== TASK BRIEF ==
Please filter the listing below and copy out the lines that hold "thumb".

== SUPPLIED DATA ==
--------------------------------
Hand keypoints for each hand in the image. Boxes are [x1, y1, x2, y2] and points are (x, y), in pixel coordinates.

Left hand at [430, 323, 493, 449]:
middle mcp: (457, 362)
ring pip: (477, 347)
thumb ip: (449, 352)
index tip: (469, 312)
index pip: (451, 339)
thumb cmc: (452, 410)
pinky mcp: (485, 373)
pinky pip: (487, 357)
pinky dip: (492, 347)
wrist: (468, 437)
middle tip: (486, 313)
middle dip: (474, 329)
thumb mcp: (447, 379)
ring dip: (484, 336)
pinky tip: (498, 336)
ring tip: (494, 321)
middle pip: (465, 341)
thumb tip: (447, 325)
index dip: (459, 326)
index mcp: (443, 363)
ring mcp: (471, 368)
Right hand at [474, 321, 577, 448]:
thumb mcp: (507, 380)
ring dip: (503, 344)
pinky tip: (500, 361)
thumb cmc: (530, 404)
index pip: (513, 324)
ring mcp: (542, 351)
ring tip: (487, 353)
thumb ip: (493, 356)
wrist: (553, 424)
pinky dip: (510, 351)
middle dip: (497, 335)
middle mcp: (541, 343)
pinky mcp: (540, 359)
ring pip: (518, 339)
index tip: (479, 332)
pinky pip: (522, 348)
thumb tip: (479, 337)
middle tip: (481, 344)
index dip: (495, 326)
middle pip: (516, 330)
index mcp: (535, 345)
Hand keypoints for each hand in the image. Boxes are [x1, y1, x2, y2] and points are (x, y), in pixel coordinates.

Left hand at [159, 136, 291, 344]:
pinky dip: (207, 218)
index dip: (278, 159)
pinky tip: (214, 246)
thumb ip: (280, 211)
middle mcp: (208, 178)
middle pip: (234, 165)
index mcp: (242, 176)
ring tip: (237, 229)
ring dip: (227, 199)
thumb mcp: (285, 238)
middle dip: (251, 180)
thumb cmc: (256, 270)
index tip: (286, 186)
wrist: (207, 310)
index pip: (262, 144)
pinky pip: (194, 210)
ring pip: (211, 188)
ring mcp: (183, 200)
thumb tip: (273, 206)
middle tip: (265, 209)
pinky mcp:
--------------------------------
== EXERCISE RESPONSE ==
thumb ip: (449, 352)
thumb cmc: (452, 410)
thumb mcp: (447, 379)
thumb tip: (447, 325)
thumb mcp: (507, 380)
thumb cmc: (530, 404)
thumb ip: (493, 356)
thumb tip: (479, 337)
thumb ip: (280, 211)
thumb mcp: (285, 238)
thumb cmc: (256, 270)
thumb tip: (273, 206)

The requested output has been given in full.